Türkiyede Deniz Kıyı Koruma Alanları

Türkiye, genel olarak 1988’den itibaren, Akdeniz ve Ege kıyıları boyunca deniz koruma alanı ilan etmeye başladı. Bugün Türkiye’de farklı statülerde (özel çevre koruma bölgesi, milli park, tabiat parkı, vb) koruma altında olan ve farklı bakanlıklarca yönetilen yaklaşık 32 deniz ve kıyı koruma alanı bulunuyor. Bunun yanında Tabiat Varlıkları Koruma Genel Müdürlüğü’nce yönetilen toplam 18 Özel Çevre Koruma Bölgesi (ÖÇKB)”nin 12’si, yaklaşık 17.575,79 km² deniz ve kıyı alanını kapsıyor. Halen Türkiye karasularının yaklaşık %4’ü yasal koruma alanı statüsüne sahip.

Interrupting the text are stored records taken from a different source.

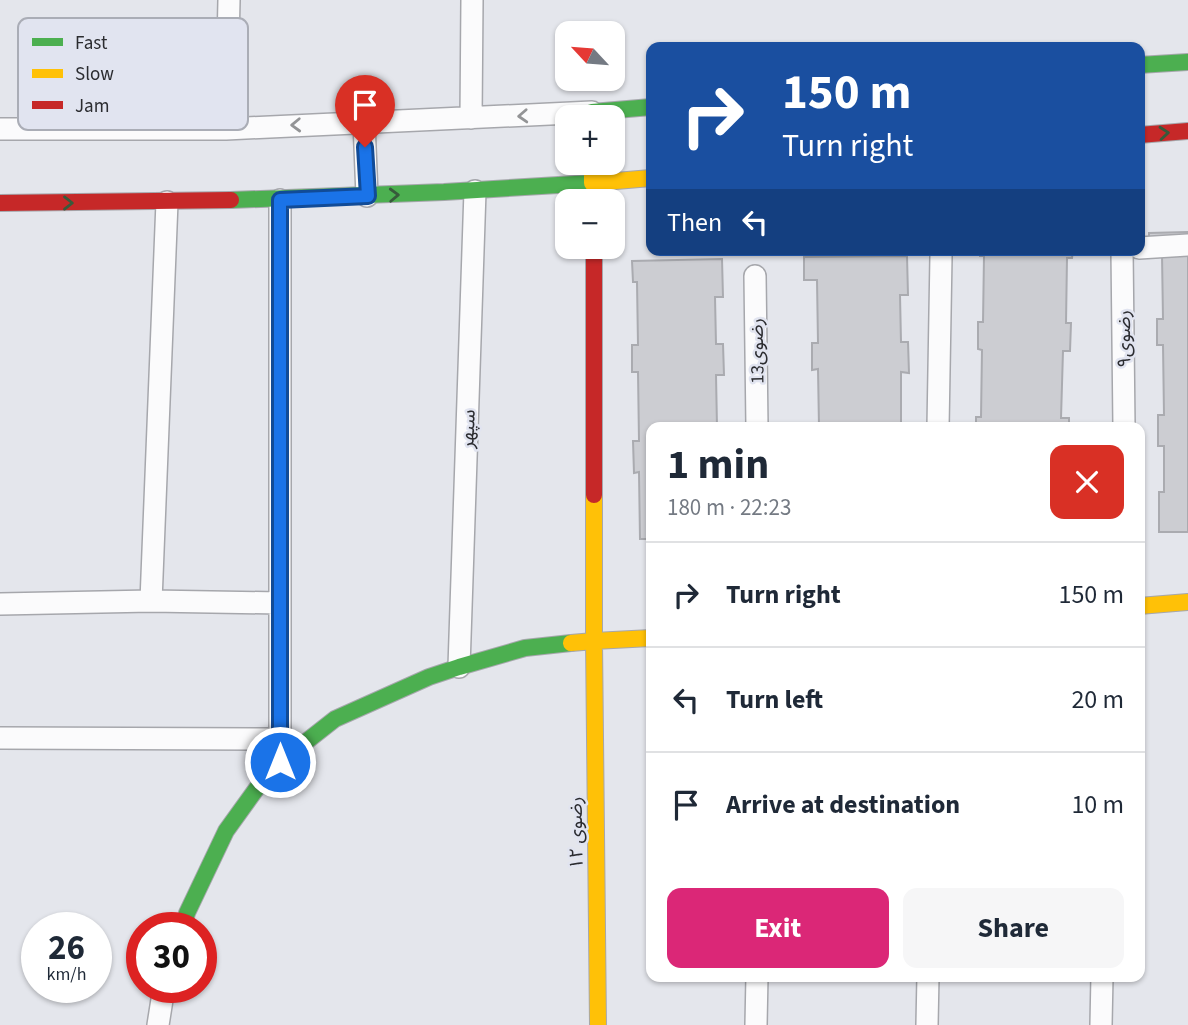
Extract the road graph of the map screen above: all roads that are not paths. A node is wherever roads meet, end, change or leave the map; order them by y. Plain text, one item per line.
1 (229, 0) edge
2 (472, 0) edge
3 (229, 18) edge
4 (1188, 62) edge
5 (1145, 65) edge
6 (646, 108) edge
7 (625, 111) edge
8 (555, 116) edge
9 (471, 118) junction
10 (364, 122) junction
11 (248, 128) edge
12 (0, 129) edge
13 (18, 129) edge
14 (1188, 131) edge
15 (1145, 135) edge
16 (592, 175) edge
17 (646, 178) edge
18 (592, 183) junction
19 (592, 189) edge
20 (475, 191) junction
21 (368, 196) junction
22 (280, 200) junction
23 (167, 202) junction
24 (0, 203) edge
25 (1188, 245) edge
26 (1145, 248) edge
27 (941, 256) dead end
28 (1122, 256) edge
29 (594, 259) edge
30 (755, 276) dead end
31 (757, 422) edge
32 (938, 422) edge
33 (1125, 422) edge
34 (151, 601) junction
35 (1188, 602) edge
36 (280, 603) junction
37 (0, 604) edge
38 (1145, 606) edge
39 (646, 638) edge
40 (594, 641) junction
41 (459, 667) junction
42 (0, 738) edge
43 (280, 739) junction
44 (280, 762) junction
45 (188, 912) edge
46 (757, 982) edge
47 (928, 982) edge
48 (1102, 982) edge
49 (161, 1003) edge
50 (158, 1025) edge
51 (598, 1025) edge
52 (756, 1025) edge
53 (927, 1025) edge
54 (1101, 1025) edge

1 - 3 street
2 - 9 street
4 - 5 street
6 - 7 street
8 -> 9 street
9 - 10 street
10 -> 11 street
10 - 21 street
12 - 13 street
15 -> 14 street
16 - 18 street
17 - 18 street
18 - 19 street
18 - 20 street
21 -> 20 street
20 - 41 street, سپهر
21 - 22 street
22 - 23 street
22 - 36 street
24 -> 23 street
23 - 34 street
25 - 26 street
27 - 32 street
28 - 33 street, رضوی۹
29 - 40 street, رضوی ۱۲
30 - 31 street, رضوی13
34 - 36 street
34 - 37 street
35 - 38 street
36 - 43 street
39 - 40 street
40 - 41 street
40 - 51 street, رضوی ۱۲
41 - 44 street
42 - 43 street
43 - 44 street
44 - 45 street
46 - 52 street
47 - 53 street
48 - 54 street
49 - 50 street

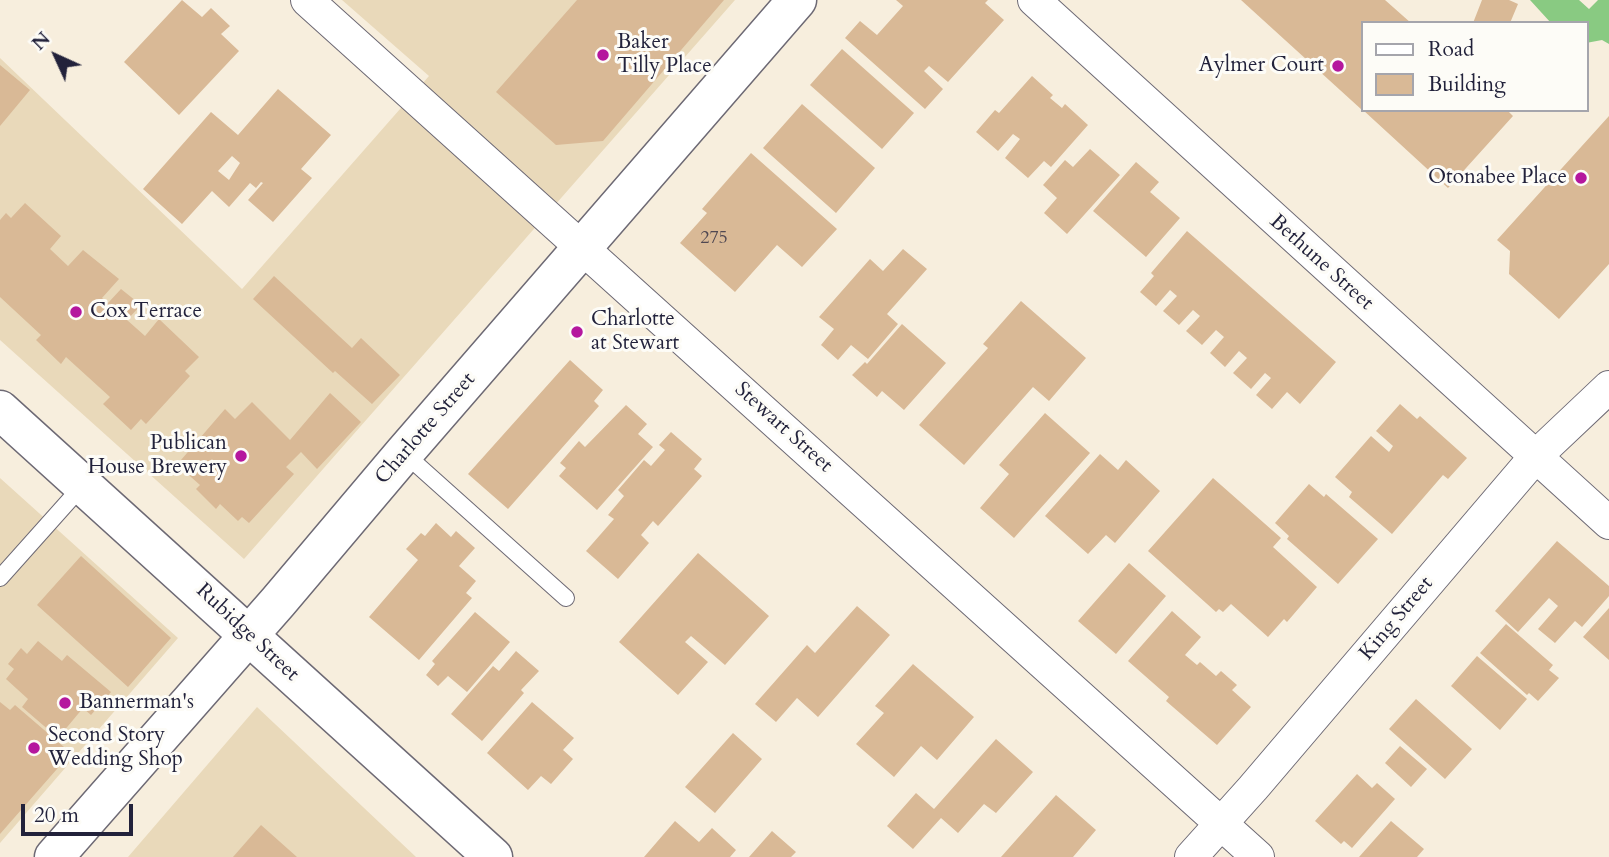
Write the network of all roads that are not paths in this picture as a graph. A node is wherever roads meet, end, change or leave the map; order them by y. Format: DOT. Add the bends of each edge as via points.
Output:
graph roads {
  1 [pos="307,0"];
  2 [pos="797,0"];
  3 [pos="1034,0"];
  4 [pos="583,248"];
  5 [pos="1609,387"];
  6 [pos="0,410"];
  7 [pos="404,453"];
  8 [pos="1536,456"];
  9 [pos="83,485"];
  10 [pos="1609,523"];
  11 [pos="0,578"];
  12 [pos="566,598"];
  13 [pos="248,636"];
  14 [pos="1221,823"];
  15 [pos="54,857"];
  16 [pos="493,857"];
  17 [pos="1191,857"];
  18 [pos="1258,857"];
  1 -- 4 [label="street, Stewart Street"];
  2 -- 4 [label="main road, Charlotte Street"];
  3 -- 8 [label="street, Bethune Street"];
  4 -- 7 [label="main road, Charlotte Street"];
  4 -- 14 [label="street, Stewart Street"];
  5 -- 8 [label="street, King Street"];
  6 -- 9 [label="main road, Rubidge Street"];
  7 -- 12 [label="lane"];
  7 -- 13 [label="main road, Charlotte Street"];
  8 -- 10 [label="street, Bethune Street"];
  8 -- 14 [label="street, King Street"];
  9 -- 11 [label="lane"];
  9 -- 13 [label="main road, Rubidge Street"];
  13 -- 15 [label="main road, Charlotte Street"];
  13 -- 16 [label="main road, Rubidge Street"];
  14 -- 17 [label="street, King Street"];
  14 -- 18 [label="street, Stewart Street"];
}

Son yıllarda Türkiye’de, denizel biyolojik çeşitliliği korumak amacıyla bir ulusal deniz-kıyı koruma alanları ağı geliştirme konusundaki çabalara karşın, bu alanların sayısı ve toplam büyüklüğü, uluslararası sözleşmelerle belirlenen nicel hedeflerden ve ülkemizin ekolojik çeşitliliğini bütünüyle temsil etmekten uzak. Örneğin, mevcut deniz koruma alanlarımızın neredeyse tamamı Ege ve Akdeniz kıyılarında; Karadeniz ve Marmara’da bulunmuyor. Mevcut deniz koruma alanlarımızdan yalnızca birkaçı bir yönetim ve izleme planına sahip; birçoğu etkin koruma ve yönetim için gerekli yerel idari yönetim biriminden ve yerel paydaş katılımından yoksun. 2014 yılında hazırlanan Deniz ve Kıyı Koruma Alanları Ulusal Stratejisi halen onaylanmamış durumda. Bu bağlamda, WWF-Türkiye’ye göre;

  • Ülkemizdeki Deniz Koruma Alanlarının yüzölçümü Doğu Akdeniz kıyılarından başlayarak Karadeniz kıyılarını ve Marmara’yı da içine alacak şekilde, 2030 yılına kadar en az % 30’a yükseltilmeli ve tüm alanların etkin yönetimi ve korunması için gerekli şartlar sağlanmalıdır.
  • 2014 yılında hazırlanan Ulusal Deniz ve Kıyı Koruma Alanları Ulusal Stratejisi Çevre ve Şehircilik Bakanlığı tarafından onaylanarak bir an önce hayata geçirmeye başlanmalıdır.
  • Daha etkin koruma ve yönetim (planların uygulanması, izleme, denetleme, koruma) için ilgili kurumların yapısı ve yerel birimleri güçlendirilerek STK’lar, uzmanlar ve yerel paydaşların katılımına olanak sağlayacak ortak yönetim mekanizmaları geliştirilmelidir.